En el desierto de Kuwait fotografía las sombras y la luz, esa claridad de la arquitectura islámica que ella venera. Capta imágenes de suelos, patios, caminos, porque el camino es movimiento, como los canalillos vacíos por donde fluye el agua. Le gustaba el mar, pasear por la playa: “Líneas, temblores sutiles, sinuosos / Figuras anaranjadas / Chispas de cristal / Una oscura extensión iluminada / Apuntes en el agua Gris marengo / Grises indefinidos que se transforman en púrpura / Dibujos que parecen algas / Sonidos profundos que cambian”.
Hay en la exposición 56 fotografías que nunca quiso mostrar, quizás para que no se relacionaran con su obra; algunas de ellas recogen la espuma de las olas en formas caprichosas, los trazos que deja el agua en la arena, igual que las que forman los hilos en los telares donde Mohamedi capta una gran grieta. El agujero de su vida que se escapa. Nasreen repite el mantea: “Aprovechar lo mínimo al máximo / Pensar”. “Hermoso papel en blanco / Observar y después rasgar / Repensar / Transformar a partir de la ruptura / un eco”.
Dejar caer el papel desde la altura y estudiar la totalidad del proceso, que culminará con un dibujo. Velocidad e inmovilidad, comparar un nuevo elemento.
Mencionaba a menudo la palabra “textura”; tricotaba piezas de ganchillo para ejercitar sus dedos y sus manos, mantenerlos alejados de los ataques de esa enfermedad que se llevó por delante a varios miembros de su familia. Las retículas que dibuja en los años 70 parece que se hayan tejido en un telar y Nasreen consiente a veces que se produzca un accidente: el hilo queda suelto; se ata o se anuda con delicadeza.

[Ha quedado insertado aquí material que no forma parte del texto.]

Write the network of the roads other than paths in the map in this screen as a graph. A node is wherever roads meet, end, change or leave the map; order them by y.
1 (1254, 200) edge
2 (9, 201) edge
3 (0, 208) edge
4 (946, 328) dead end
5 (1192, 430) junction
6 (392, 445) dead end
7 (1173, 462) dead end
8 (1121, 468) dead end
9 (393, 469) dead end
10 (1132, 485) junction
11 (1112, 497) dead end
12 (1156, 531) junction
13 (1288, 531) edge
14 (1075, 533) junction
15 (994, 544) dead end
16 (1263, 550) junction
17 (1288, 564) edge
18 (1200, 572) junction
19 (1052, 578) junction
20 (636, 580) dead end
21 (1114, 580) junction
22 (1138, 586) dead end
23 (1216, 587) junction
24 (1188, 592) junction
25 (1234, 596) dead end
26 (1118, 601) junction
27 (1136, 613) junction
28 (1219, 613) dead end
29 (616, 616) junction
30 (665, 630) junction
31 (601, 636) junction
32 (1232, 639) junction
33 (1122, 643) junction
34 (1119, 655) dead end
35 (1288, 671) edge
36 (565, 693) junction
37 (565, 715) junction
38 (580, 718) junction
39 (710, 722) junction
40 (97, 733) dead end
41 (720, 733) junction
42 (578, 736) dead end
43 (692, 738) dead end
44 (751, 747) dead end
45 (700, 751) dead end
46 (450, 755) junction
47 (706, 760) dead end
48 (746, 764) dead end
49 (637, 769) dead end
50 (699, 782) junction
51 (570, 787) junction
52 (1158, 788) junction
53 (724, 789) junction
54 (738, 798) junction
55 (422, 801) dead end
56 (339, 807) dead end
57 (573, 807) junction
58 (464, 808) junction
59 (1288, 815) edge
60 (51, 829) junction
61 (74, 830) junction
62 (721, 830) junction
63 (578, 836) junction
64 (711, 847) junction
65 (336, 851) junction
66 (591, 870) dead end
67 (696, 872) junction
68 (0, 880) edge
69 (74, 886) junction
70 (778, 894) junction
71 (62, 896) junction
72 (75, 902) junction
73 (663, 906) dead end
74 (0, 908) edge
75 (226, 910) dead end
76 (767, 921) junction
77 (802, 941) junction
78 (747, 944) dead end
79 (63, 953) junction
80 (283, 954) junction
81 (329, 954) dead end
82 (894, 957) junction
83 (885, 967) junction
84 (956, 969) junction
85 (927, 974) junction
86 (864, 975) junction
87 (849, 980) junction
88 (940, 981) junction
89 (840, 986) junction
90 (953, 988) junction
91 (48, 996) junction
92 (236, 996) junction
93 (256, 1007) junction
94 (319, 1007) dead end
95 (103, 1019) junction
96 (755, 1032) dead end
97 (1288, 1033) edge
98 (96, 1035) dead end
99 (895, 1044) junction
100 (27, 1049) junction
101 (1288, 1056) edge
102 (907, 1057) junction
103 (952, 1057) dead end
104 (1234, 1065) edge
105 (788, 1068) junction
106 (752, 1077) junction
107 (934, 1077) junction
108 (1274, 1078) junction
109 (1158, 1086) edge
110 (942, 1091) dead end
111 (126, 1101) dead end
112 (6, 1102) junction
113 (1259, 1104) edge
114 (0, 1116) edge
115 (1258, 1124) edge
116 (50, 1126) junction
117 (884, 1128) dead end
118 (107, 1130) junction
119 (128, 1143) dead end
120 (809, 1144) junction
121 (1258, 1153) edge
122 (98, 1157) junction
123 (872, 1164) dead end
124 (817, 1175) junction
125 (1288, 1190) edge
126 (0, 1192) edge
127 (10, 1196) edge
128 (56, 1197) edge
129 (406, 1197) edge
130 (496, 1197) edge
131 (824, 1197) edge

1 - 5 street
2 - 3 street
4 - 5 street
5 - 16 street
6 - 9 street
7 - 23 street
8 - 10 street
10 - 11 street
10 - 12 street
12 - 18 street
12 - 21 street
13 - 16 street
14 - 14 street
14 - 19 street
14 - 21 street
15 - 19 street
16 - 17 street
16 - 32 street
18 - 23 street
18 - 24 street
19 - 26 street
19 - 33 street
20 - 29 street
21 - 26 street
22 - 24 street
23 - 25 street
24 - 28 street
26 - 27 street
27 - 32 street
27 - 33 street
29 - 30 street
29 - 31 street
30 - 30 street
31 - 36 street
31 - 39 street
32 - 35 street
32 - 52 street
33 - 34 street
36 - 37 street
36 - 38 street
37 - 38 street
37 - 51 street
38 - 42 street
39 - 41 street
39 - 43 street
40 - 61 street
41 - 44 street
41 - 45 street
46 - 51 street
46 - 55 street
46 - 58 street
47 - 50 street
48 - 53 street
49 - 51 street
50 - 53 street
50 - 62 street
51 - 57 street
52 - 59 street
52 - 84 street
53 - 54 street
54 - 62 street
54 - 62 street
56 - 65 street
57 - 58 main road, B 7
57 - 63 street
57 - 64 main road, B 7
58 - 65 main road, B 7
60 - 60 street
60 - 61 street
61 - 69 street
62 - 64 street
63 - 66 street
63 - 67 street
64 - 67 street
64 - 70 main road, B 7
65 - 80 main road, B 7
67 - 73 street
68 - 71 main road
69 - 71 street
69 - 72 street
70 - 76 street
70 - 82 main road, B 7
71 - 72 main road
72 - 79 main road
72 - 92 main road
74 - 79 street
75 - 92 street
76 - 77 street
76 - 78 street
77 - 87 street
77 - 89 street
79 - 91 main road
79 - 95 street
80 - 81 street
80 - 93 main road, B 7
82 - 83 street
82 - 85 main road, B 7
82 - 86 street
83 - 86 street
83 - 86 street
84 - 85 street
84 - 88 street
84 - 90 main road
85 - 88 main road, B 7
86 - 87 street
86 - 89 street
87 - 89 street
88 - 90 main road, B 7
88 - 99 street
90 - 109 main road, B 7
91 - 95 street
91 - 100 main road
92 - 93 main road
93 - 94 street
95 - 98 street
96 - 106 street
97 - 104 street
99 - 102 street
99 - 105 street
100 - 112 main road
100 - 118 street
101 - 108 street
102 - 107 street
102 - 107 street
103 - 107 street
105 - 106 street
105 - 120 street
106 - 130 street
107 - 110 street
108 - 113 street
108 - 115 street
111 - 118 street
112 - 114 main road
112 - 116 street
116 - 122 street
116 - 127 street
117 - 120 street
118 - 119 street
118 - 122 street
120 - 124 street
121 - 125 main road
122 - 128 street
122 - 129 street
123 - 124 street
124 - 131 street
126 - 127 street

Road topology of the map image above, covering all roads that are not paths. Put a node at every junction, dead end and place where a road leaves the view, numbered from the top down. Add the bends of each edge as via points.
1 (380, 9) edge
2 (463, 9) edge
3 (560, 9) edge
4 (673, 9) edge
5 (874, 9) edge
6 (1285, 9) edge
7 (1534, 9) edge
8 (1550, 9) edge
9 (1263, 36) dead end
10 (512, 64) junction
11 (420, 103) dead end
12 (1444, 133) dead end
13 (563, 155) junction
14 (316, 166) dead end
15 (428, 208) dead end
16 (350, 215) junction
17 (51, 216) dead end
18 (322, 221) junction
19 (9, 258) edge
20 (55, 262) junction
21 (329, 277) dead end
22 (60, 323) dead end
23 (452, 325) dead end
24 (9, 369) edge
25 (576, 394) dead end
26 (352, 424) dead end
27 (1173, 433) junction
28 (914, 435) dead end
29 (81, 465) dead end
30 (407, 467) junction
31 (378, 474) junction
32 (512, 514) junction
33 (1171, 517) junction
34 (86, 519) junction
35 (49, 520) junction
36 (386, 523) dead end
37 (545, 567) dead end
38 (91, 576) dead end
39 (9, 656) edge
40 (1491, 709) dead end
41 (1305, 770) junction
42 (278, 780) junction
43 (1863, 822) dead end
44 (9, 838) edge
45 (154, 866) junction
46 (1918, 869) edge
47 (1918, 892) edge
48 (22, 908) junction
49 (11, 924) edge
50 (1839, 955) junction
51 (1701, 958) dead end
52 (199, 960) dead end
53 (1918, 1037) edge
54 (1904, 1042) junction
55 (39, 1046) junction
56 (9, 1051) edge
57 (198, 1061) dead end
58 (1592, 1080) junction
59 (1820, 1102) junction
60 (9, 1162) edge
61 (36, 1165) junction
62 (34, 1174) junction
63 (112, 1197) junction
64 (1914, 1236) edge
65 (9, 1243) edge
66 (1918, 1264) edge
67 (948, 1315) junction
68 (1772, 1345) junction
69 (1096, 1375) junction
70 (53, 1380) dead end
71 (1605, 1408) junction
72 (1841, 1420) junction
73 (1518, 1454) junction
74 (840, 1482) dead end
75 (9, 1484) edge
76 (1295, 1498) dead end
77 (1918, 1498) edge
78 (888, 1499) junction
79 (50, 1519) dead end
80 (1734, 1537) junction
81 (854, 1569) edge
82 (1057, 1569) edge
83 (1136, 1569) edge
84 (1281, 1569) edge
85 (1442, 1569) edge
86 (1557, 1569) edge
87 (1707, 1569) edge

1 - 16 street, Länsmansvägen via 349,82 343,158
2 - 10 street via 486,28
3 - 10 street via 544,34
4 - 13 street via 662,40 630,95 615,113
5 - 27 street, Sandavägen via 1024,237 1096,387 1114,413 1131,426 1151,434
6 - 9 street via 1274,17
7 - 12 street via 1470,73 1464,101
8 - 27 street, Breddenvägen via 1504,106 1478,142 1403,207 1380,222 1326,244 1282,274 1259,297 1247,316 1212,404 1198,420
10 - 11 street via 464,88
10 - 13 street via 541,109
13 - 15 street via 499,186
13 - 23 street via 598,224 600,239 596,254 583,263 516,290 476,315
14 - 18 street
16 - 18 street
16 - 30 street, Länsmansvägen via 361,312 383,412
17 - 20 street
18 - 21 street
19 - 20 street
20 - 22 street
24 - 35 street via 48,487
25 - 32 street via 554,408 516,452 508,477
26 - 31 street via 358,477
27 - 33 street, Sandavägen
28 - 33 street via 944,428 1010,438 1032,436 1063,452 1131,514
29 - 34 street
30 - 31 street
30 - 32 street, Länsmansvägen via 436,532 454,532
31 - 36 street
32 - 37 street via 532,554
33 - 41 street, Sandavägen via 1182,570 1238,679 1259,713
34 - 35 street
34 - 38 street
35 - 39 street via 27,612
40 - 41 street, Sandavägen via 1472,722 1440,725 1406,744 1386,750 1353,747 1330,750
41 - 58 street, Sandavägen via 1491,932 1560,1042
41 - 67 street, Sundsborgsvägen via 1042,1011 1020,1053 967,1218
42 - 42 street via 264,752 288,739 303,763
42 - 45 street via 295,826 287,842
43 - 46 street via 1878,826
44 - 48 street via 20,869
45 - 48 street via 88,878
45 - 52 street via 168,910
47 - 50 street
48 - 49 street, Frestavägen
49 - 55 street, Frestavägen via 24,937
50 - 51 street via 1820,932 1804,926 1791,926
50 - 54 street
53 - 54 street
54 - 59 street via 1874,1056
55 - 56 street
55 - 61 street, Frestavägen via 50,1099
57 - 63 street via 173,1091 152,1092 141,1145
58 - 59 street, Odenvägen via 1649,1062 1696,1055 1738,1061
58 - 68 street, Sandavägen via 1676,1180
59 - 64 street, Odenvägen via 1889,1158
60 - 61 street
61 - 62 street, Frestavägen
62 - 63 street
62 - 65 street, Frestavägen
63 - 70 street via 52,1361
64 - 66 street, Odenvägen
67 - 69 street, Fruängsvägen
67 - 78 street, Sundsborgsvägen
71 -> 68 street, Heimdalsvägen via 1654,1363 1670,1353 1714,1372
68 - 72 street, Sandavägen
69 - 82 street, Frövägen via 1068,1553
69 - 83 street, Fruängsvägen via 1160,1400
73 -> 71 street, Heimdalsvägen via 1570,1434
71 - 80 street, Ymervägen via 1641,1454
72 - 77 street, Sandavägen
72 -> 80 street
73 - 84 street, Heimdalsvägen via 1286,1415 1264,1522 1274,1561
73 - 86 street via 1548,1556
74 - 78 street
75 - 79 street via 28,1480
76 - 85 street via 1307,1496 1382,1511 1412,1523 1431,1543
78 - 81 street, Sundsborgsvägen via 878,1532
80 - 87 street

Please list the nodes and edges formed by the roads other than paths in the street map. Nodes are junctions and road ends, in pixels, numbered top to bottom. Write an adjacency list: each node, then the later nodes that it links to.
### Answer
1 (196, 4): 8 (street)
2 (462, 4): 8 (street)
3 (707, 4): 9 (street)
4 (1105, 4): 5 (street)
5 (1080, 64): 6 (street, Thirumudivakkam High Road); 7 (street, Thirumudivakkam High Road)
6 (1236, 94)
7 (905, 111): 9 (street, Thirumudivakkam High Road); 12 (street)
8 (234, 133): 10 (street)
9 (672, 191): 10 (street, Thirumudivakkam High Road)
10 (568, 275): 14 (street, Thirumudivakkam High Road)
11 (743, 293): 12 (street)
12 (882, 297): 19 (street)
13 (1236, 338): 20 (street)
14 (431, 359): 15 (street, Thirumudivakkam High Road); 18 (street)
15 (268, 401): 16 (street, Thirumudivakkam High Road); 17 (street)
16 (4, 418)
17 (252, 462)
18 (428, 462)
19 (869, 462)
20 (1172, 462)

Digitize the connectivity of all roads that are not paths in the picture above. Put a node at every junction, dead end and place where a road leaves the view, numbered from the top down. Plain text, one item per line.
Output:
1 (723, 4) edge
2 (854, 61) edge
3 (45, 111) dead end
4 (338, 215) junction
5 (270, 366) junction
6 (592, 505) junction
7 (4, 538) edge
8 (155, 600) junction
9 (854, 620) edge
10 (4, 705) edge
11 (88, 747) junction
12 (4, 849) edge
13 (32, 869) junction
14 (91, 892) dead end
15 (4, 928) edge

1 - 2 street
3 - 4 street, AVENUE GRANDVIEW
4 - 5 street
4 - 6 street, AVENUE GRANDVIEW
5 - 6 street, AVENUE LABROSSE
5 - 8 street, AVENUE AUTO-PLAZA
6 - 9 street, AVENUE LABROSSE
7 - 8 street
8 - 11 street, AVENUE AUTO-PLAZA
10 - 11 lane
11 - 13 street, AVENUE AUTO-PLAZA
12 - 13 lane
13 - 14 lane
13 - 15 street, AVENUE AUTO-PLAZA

En los años 80 su enfermedad ha avanzado y los espasmos en brazos y piernas se hacen insufribles. Abandona la retícula, ya no siente la necesidad de llenar todo el papel. En sus últimas obras se aprecian más espacios vacíos que llenos. Para controlar sus miembros a veces dibuja sin tinta en la pluma, sólo deja la huella en el papel. Aunque ya no podía caminar en línea recta, continuaba dibujando líneas etéreas en un intento de abandonar el suelo, de levitar. “Cada día se talla y se sostiene oblicuamente… El acorde se estira al final hasta el límite del dolor -nada más-…”.
Sus últimos dibujos son la nada. Unas líneas suspendidas en el vacío.
Murió en mayo de 1990. Está enterrada en Kihim, cerca de Bombay, junto al mar.
‘Nasreen Mohamedi. La espera forma parte de una vida intensa’. En el Museo Nacional Reina Sofía de Madrid hasta el 11 de enero.
Comentarios
Por Alex Mene, el 04 octubre 2015
La línea y sus posibilidades, una hermosa metáfora.